(What you should do)
Which lines of the records below contain the word "Talaga"? Report each of them in full.

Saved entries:
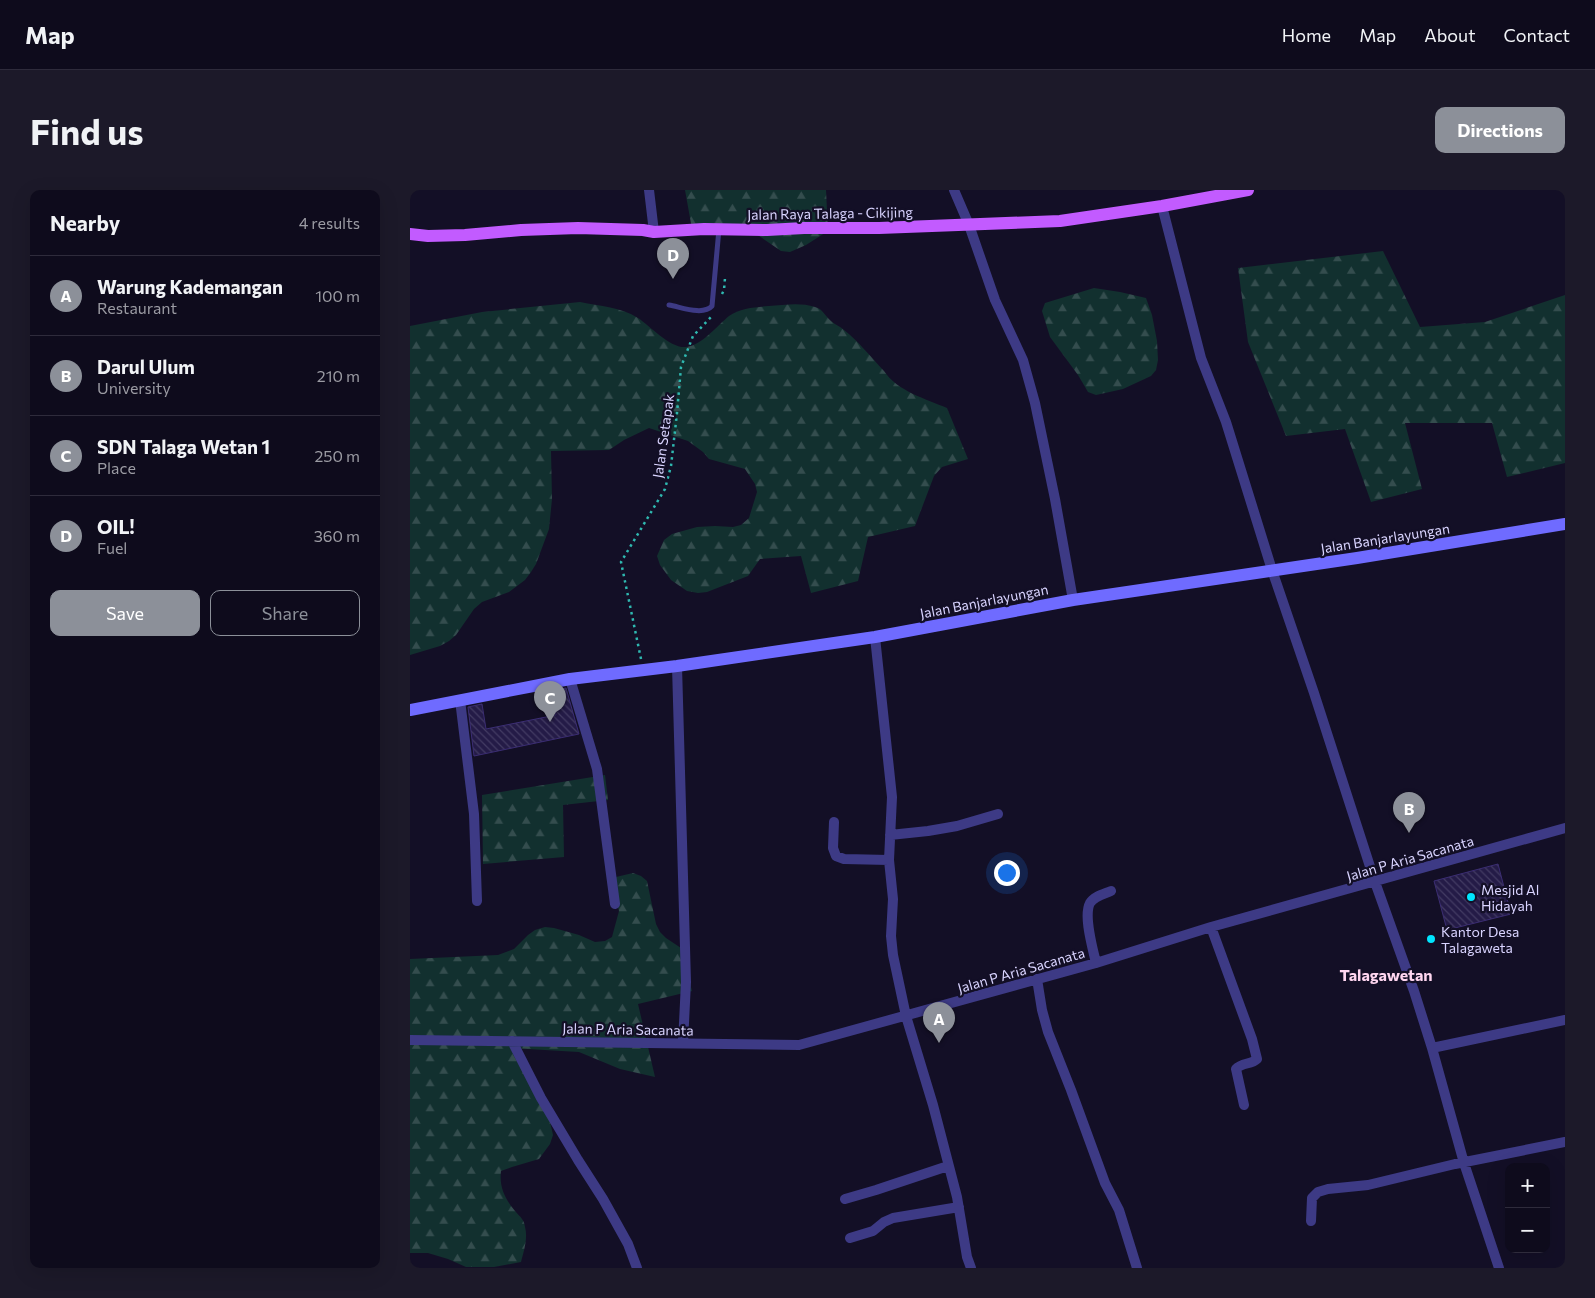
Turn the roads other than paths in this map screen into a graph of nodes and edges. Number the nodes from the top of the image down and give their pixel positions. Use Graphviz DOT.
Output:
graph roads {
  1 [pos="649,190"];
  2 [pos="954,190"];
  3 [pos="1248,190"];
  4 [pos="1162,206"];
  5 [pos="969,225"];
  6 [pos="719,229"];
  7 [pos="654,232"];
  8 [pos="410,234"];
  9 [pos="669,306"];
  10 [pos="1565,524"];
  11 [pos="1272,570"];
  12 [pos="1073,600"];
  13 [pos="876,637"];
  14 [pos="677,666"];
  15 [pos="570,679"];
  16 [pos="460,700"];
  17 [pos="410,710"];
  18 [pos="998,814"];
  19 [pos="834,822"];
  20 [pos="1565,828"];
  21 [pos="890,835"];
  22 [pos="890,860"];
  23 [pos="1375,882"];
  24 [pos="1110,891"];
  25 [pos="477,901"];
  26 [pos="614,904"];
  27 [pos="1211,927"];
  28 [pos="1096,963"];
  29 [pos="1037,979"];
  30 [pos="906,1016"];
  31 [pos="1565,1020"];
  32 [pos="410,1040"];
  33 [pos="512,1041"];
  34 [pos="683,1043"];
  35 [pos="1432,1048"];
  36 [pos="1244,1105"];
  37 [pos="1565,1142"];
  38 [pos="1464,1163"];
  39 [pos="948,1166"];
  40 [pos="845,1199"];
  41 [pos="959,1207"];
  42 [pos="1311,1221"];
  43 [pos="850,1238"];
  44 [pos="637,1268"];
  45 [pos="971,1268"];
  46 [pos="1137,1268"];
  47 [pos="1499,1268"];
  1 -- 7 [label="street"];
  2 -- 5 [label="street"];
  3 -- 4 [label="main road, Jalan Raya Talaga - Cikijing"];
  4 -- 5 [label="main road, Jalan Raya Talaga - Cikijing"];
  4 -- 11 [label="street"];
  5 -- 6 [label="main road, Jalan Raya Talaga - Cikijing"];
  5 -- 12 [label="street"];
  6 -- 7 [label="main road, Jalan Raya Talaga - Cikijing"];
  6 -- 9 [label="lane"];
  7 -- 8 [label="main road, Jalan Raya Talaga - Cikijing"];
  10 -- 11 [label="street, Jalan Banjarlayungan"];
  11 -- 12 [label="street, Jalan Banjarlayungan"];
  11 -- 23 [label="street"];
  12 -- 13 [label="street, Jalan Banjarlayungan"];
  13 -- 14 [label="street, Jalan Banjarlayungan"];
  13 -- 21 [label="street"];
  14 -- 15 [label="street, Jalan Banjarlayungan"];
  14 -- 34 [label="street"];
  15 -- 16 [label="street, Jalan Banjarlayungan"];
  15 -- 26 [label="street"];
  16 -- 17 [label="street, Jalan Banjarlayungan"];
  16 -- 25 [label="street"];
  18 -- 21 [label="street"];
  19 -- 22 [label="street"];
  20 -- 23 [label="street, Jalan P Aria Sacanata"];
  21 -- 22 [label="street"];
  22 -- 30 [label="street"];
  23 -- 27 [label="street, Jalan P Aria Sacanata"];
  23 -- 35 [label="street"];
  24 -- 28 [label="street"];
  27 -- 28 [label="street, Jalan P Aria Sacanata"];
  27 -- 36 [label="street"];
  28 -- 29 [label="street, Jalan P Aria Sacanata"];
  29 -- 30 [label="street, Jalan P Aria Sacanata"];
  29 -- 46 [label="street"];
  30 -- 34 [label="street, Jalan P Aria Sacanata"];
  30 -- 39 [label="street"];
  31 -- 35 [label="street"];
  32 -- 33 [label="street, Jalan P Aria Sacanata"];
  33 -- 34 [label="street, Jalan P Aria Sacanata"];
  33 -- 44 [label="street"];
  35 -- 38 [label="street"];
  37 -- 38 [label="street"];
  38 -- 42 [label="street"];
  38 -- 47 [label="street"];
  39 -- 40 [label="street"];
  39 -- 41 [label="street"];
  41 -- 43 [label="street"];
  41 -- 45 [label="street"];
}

(Exercise solution)
  3 -- 4 [label="main road, Jalan Raya Talaga - Cikijing"];
  4 -- 5 [label="main road, Jalan Raya Talaga - Cikijing"];
  5 -- 6 [label="main road, Jalan Raya Talaga - Cikijing"];
  6 -- 7 [label="main road, Jalan Raya Talaga - Cikijing"];
  7 -- 8 [label="main road, Jalan Raya Talaga - Cikijing"];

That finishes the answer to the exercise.